After the sermon, I made a couple of phone calls, got cleaned up, and went to a family wedding in the afternoon. We stayed for the reception, talked with family, ate a good meal, had fun, and got home a little later than we had planned.
I went over the sermon again to make sure that I was still satisfied, wrote up the prayers of the day for a couple of weeks, and went to bed. When I got up this morning, I turned on the radio to listen to the news, and I knew that my sermon was no longer appropriate.
(Pause) I don’t even know where to begin now. Well, let’s do it this way.
We are in the midst of a series of stories in Scripture starting with Jesus telling that the Kingdom of Heaven is like…. Jesus presented several different models of what that kingdom might look like, and we explored some of them together. We visited with Herod at his birthday party and witnessed the beheading of John the Baptist and the passing of the torch from John to Jesus as the Kingdom of Heaven ministry entered the world in a new way. We saw Jesus go off to be by himself, to consider the consequences of the ministry he is embarking on. Clearly, the implications of this ministry are that suffering and even the loss of life is possible, even probable.
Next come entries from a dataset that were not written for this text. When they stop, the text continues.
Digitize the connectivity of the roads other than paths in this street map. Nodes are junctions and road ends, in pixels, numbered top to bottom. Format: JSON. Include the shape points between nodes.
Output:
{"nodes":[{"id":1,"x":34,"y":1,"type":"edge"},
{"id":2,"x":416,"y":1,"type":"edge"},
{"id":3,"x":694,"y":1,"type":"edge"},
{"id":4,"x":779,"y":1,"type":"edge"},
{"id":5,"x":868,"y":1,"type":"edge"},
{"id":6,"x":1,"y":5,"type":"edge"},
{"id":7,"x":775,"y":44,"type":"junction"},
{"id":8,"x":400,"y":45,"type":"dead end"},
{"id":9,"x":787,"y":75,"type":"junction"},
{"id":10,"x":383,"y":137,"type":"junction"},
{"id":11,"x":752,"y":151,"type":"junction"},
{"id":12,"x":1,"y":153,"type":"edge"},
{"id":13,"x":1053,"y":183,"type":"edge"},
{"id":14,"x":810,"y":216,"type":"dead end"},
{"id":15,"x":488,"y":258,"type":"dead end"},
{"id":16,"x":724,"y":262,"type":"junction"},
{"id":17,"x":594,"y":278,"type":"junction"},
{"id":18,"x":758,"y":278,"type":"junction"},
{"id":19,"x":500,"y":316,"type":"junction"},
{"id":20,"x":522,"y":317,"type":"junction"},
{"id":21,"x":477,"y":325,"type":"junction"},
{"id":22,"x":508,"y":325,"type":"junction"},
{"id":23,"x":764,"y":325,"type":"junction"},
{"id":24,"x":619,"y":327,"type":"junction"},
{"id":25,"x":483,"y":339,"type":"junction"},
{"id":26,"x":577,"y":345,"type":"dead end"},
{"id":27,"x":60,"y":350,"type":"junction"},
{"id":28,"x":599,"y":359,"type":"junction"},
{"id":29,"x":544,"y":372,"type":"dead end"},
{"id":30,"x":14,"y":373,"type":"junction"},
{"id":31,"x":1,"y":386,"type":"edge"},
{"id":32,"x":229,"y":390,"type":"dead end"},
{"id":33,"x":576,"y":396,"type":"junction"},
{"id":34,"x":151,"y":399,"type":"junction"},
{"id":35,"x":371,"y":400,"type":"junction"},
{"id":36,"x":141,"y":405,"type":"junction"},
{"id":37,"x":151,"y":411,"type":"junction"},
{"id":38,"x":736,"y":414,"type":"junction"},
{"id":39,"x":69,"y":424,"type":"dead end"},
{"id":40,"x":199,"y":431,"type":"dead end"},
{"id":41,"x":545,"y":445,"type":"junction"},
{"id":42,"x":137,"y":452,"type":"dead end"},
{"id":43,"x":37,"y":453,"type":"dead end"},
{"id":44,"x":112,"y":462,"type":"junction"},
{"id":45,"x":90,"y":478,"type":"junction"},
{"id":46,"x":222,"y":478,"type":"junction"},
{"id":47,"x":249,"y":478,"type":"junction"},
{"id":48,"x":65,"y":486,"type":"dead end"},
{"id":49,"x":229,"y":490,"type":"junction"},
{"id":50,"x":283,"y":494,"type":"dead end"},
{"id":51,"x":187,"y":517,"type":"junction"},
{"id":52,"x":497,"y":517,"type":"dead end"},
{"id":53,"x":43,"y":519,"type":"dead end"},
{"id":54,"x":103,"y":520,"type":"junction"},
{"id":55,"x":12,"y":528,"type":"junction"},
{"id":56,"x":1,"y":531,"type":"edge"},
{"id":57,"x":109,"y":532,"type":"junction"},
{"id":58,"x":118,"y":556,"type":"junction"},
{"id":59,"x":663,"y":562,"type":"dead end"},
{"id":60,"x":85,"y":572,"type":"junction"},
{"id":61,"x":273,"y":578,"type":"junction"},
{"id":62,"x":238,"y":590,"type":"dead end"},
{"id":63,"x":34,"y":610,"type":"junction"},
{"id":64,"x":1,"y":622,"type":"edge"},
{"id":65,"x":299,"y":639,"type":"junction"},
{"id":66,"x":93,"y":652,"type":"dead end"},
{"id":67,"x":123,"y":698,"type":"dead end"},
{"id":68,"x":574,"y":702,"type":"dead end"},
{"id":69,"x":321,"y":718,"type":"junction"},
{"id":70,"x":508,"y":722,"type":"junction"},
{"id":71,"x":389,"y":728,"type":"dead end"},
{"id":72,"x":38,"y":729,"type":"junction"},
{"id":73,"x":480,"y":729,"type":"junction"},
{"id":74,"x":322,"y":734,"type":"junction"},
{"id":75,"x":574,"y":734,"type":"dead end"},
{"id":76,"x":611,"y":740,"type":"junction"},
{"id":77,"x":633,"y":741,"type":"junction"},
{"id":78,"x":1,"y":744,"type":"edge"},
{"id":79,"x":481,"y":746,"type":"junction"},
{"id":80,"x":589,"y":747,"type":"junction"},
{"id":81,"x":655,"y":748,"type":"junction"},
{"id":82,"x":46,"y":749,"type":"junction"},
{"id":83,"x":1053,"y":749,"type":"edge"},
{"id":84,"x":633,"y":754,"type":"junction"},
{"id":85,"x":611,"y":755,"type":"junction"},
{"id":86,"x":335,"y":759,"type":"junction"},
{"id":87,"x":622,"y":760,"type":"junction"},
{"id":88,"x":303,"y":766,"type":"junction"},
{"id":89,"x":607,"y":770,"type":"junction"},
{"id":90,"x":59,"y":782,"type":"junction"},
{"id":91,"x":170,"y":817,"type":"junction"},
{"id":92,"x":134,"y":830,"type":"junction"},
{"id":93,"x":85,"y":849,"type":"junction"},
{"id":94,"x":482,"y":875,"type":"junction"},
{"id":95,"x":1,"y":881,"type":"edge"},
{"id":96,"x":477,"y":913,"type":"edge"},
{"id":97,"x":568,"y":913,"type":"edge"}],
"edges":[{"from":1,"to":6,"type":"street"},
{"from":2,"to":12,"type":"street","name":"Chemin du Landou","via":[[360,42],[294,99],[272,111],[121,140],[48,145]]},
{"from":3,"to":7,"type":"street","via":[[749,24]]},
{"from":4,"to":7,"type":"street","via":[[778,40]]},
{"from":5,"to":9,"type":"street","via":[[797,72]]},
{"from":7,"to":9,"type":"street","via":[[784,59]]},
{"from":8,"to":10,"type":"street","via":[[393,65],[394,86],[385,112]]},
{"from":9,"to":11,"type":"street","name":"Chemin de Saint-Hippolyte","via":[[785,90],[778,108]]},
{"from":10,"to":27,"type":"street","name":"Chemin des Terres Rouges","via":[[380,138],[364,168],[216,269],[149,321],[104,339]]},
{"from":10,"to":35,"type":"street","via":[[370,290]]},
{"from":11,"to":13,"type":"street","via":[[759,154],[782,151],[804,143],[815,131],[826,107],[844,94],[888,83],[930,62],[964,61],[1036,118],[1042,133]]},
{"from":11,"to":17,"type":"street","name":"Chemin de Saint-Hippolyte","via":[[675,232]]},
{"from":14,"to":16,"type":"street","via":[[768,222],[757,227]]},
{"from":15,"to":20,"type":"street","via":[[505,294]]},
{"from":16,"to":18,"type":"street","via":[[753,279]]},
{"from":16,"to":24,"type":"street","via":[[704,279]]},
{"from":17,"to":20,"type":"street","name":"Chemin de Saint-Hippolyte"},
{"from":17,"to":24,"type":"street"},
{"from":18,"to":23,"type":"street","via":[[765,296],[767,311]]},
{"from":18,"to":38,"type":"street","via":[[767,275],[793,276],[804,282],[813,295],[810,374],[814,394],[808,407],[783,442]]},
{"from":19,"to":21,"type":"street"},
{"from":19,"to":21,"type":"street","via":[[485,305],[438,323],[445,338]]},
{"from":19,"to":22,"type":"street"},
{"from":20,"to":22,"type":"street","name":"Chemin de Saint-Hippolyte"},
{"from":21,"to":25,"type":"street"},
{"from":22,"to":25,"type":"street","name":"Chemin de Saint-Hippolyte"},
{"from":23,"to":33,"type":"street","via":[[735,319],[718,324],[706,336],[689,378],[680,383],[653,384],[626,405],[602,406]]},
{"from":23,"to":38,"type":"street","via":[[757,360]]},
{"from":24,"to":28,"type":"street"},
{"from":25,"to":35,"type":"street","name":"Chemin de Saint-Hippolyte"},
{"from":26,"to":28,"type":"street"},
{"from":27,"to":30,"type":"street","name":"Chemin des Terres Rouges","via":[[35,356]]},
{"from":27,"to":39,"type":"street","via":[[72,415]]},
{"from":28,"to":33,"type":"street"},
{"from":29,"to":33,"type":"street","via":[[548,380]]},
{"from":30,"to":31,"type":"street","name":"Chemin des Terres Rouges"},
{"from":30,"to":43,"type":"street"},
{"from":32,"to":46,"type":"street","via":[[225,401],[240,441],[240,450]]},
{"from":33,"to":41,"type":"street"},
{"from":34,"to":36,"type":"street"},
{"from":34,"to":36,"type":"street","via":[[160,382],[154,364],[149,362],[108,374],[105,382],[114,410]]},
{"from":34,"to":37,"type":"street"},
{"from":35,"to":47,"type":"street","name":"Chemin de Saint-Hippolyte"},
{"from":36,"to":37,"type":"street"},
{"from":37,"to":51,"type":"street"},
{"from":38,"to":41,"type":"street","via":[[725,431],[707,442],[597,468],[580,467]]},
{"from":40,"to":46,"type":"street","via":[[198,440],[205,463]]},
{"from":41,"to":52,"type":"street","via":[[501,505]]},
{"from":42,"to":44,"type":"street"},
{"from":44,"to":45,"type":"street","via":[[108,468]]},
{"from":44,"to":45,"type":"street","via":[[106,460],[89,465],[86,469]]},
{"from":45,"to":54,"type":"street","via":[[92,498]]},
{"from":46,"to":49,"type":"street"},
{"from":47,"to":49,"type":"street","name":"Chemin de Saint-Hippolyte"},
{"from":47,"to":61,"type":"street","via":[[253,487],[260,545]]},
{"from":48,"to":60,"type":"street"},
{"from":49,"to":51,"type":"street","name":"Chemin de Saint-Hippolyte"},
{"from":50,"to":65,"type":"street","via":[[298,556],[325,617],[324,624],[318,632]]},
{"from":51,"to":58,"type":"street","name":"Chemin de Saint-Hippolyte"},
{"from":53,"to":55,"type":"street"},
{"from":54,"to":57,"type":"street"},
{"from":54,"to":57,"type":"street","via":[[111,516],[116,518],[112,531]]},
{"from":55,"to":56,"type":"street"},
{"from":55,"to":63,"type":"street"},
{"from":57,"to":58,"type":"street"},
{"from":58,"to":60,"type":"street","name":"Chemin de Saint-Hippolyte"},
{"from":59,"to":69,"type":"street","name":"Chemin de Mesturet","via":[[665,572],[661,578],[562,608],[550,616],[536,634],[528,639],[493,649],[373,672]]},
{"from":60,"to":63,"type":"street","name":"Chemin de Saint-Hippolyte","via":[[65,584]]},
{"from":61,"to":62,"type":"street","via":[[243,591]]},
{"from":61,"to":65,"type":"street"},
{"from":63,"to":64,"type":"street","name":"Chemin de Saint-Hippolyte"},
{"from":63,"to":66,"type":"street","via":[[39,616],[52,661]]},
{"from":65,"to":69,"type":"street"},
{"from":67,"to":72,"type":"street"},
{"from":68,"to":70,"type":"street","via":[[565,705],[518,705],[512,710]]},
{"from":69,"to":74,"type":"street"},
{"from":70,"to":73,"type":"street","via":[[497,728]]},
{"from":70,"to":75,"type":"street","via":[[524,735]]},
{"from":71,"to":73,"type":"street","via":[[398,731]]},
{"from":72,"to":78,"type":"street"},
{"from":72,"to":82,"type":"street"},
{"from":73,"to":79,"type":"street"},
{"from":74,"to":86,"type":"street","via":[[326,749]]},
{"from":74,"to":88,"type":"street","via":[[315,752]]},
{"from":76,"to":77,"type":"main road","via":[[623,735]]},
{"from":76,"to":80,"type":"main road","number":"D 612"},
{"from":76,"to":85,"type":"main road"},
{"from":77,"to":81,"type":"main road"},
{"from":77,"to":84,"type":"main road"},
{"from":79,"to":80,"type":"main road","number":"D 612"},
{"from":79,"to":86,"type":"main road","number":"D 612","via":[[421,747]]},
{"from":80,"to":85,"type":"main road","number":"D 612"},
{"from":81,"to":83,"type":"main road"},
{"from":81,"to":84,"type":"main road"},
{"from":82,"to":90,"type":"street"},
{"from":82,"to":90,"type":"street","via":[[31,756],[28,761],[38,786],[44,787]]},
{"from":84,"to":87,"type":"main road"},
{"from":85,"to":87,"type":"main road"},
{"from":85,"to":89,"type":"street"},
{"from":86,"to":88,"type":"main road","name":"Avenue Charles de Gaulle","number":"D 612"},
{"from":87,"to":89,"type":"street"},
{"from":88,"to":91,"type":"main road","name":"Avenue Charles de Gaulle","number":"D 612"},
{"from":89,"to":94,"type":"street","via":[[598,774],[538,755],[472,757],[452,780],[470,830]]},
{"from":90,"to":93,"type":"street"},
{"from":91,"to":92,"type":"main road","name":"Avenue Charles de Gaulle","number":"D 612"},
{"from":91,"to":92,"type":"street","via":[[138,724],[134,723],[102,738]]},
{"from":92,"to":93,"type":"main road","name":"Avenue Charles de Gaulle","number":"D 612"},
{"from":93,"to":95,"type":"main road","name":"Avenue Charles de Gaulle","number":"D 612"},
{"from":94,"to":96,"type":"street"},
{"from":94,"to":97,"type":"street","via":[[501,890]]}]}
Certainly, this ministry cost John his life.
And we saw the people, for one reason or another, leave the cities and follow Jesus out into the wilderness where they enter into a new faith community relationship of caring- and eating-fellowship. Following this new community formation, Jesus sends his disciples away in a boat on the sea, he dismisses the crowds, sending them back to the places from which they have come, and then he completes what it is that he was going to do in the first place—Jesus goes up onto the mountain to pray.
The rest of this story looks almost like a common ghost story, a story one might tell around a campfire at Boy Scout or Girl Scout camp or, maybe Bible camp, or around the fireplace on a dark and stormy night. As such we often treat this story in a disbelieving way.
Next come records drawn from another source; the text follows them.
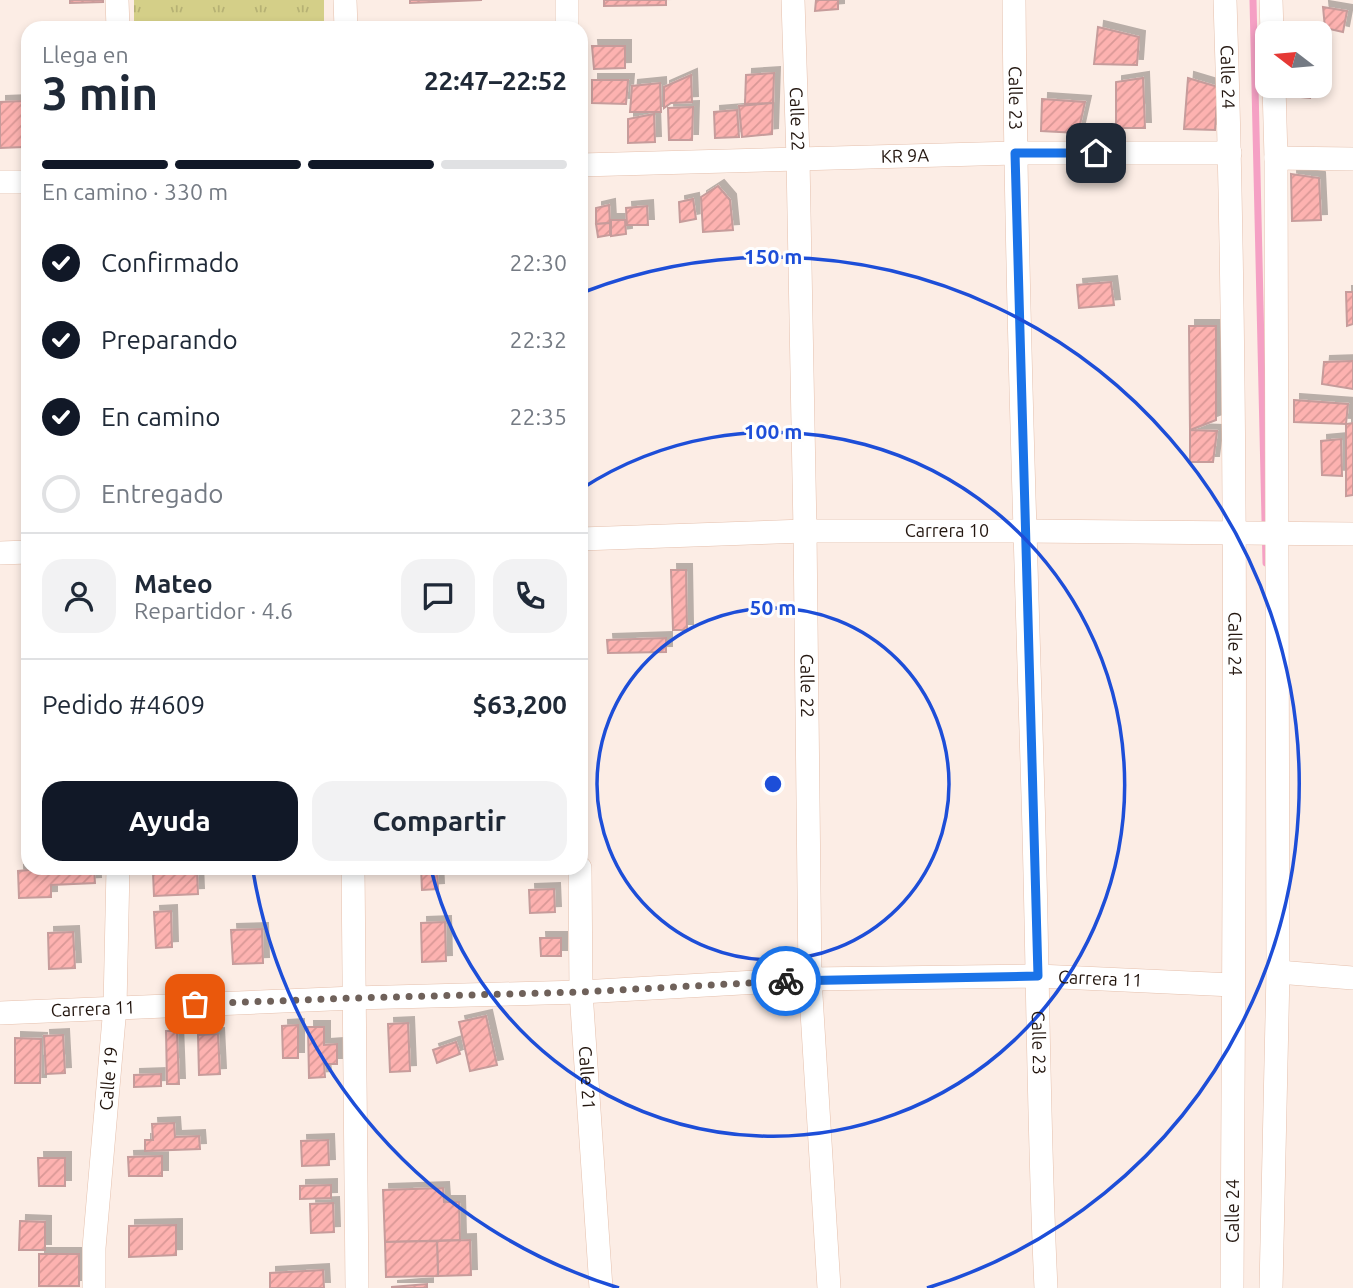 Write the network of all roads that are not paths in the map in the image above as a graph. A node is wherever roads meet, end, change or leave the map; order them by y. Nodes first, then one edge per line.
1 (117, 0) edge
2 (345, 0) edge
3 (567, 0) edge
4 (793, 0) edge
5 (1014, 0) edge
6 (1225, 0) edge
7 (1271, 0) edge
8 (118, 21) edge
9 (345, 21) edge
10 (567, 21) edge
11 (1272, 21) edge
12 (1274, 98) edge
13 (1015, 153) junction
14 (1230, 153) junction
15 (1276, 158) junction
16 (798, 159) junction
17 (1353, 159) edge
18 (588, 165) edge
19 (0, 182) edge
20 (21, 182) edge
21 (805, 531) junction
22 (1025, 531) junction
23 (1237, 533) junction
24 (1274, 534) junction
25 (1353, 534) edge
26 (588, 539) edge
27 (21, 552) edge
28 (0, 553) edge
29 (118, 875) edge
30 (353, 875) edge
31 (580, 875) edge
32 (1278, 972) junction
33 (1038, 976) junction
34 (1353, 978) edge
35 (810, 979) junction
36 (1233, 985) junction
37 (581, 992) junction
38 (354, 998) junction
39 (115, 1007) junction
40 (0, 1013) edge
41 (94, 1288) edge
42 (357, 1288) edge
43 (601, 1288) edge
44 (829, 1288) edge
45 (1046, 1288) edge
46 (1232, 1288) edge
47 (1271, 1288) edge

1 - 8 street
2 - 9 street
3 - 10 street
4 - 16 street, Calle 22
5 - 13 street, Calle 23
6 - 14 street, Calle 24
7 - 11 street
12 - 15 street
13 - 14 street, KR 9A
13 - 16 street, KR 9A
13 - 22 street, Calle 23
14 - 23 street, Calle 24
15 - 17 street
15 - 24 street
16 - 18 street, KR 9A
16 - 21 street, Calle 22
19 - 20 street
21 - 22 street, Carrera 10
21 - 26 street, Carrera 10
21 - 35 street, Calle 22
22 - 23 street, Carrera 10
22 - 33 street, Calle 23
23 - 24 street, Carrera 10
23 - 36 street, Calle 24
24 - 25 street, Carrera 10
24 - 32 street
27 - 28 street
29 - 39 street, Calle 19
30 - 38 street
31 - 37 street, Calle 21
32 - 34 street
32 - 47 street
33 - 35 street, Carrera 11
33 - 36 street, Carrera 11
33 - 45 street, Calle 23
35 - 37 street, Carrera 11
35 - 44 street, Calle 22
36 - 46 street, Calle 24
37 - 38 street, Carrera 11
37 - 43 street, Calle 21
38 - 39 street, Carrera 11
38 - 42 street
39 - 40 street, Carrera 11
39 - 41 street, Calle 19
We make jokes about it. You know the joke about the three guys who go out fishing? Yes, two of them get out of the boat and run back and forth between the boat and shore without any trouble, but the third person drowns because he doesn’t know where the stepping stones are?
When I was over in the Holy Lands in the mid 90’s, a company was contracting to build a concrete runway that would go out into the sea of Galilee, six inches below the surface, so that they could re-enact this story of Jesus walking on the water.
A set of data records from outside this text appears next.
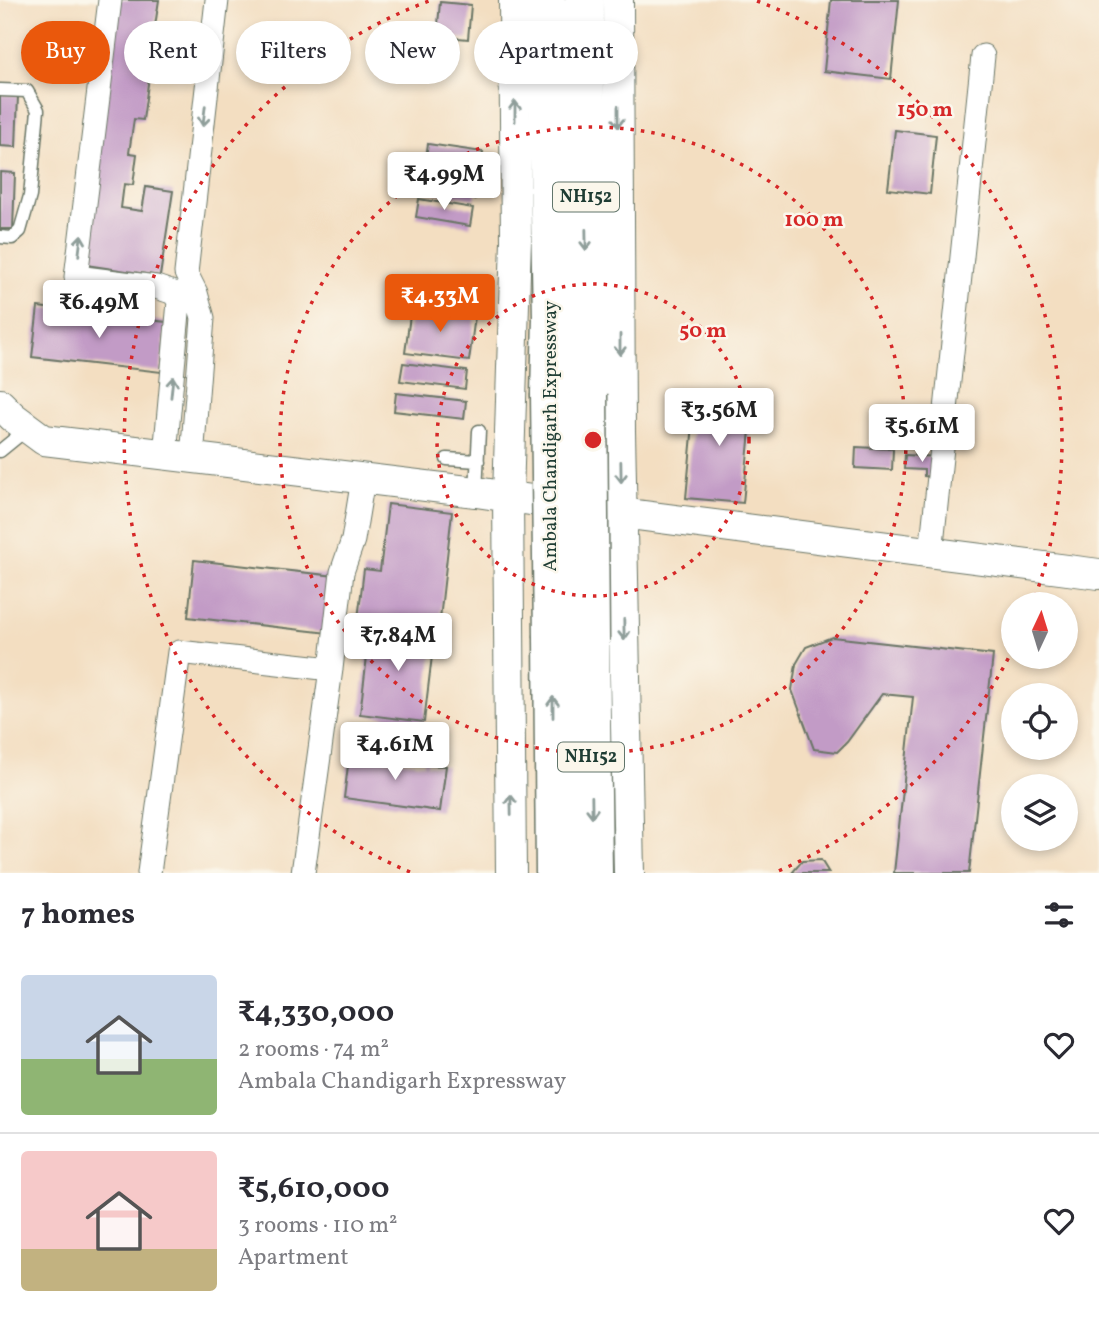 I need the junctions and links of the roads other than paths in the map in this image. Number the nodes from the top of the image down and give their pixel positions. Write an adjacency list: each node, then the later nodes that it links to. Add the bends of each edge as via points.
1 (110, 0): 15 (street, one-way to 1, via 179,302 174,293 156,286 76,277)
2 (218, 0): 15 (street, one-way to 15, via 186,273 203,318)
3 (514, 0): 11 (street, one-way to 3, via 516,240)
4 (547, 0): 30 (highway, Ambala Chandigarh Expressway / NH152, one-way to 4, bridge)
5 (584, 0): 31 (highway, Ambala Chandigarh Expressway / NH152, one-way to 31, bridge)
6 (618, 0): 12 (street, one-way to 12)
7 (983, 57): 22 (street)
8 (0, 90): 9 (lane, via 27,91 38,110 30,196 20,231)
9 (0, 237)
10 (9, 416): 14 (lane); 15 (street, via 44,440)
11 (509, 425): 12 (street, via 545,451 601,448); 20 (street)
12 (620, 430): 21 (street, one-way to 21)
13 (479, 431): 17 (lane)
14 (0, 451)
15 (179, 456): 18 (street)
16 (447, 459): 17 (lane)
17 (478, 461): 19 (lane)
18 (356, 478): 19 (street); 26 (street, via 353,540 342,572)
19 (476, 492): 20 (street)
20 (508, 496): 21 (street); 24 (street)
21 (621, 513): 22 (street); 25 (street)
22 (931, 553): 23 (street)
23 (1099, 574)
24 (508, 583): 25 (street, via 535,549 568,542 600,550); 29 (street, one-way to 24)
25 (623, 595): 32 (street, one-way to 32)
26 (331, 669): 27 (street, via 179,652); 28 (street)
27 (149, 873)
28 (303, 873)
29 (511, 873)
30 (555, 873)
31 (593, 873)
32 (629, 873)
Yes, we say that this account in the Gospel of Matthew is just a ghost story, and we don’t need to believe it. We are more sophisticated; we are more knowledgeable; we are more intellectually advanced than the people of that time; and we do not suffer from the same superstitious nonsense of the first century. We are not otherwise occupied or consumed with ghosts in our lives. Scientifically, we can prove that the surface tension of water is not great enough to support the mass and weight of a human being.
Yet, we have plenty of ghosts in our lives today. We have all kinds of ghosts that haunt us. My mom was plagued by one of the most destructive ghosts, the ghost of woulda-coulda-shoulda. She suffered under the torments of “If only I had …, the “I should have done this, or that”, or the self-recrimination ghost of “I should have said that” and “I wish I had had the courage to say….” Indeed, she spent a great amount of her life regretting what she had not done. There were times that these ghosts prevented her from seeing all of the things she had accomplished.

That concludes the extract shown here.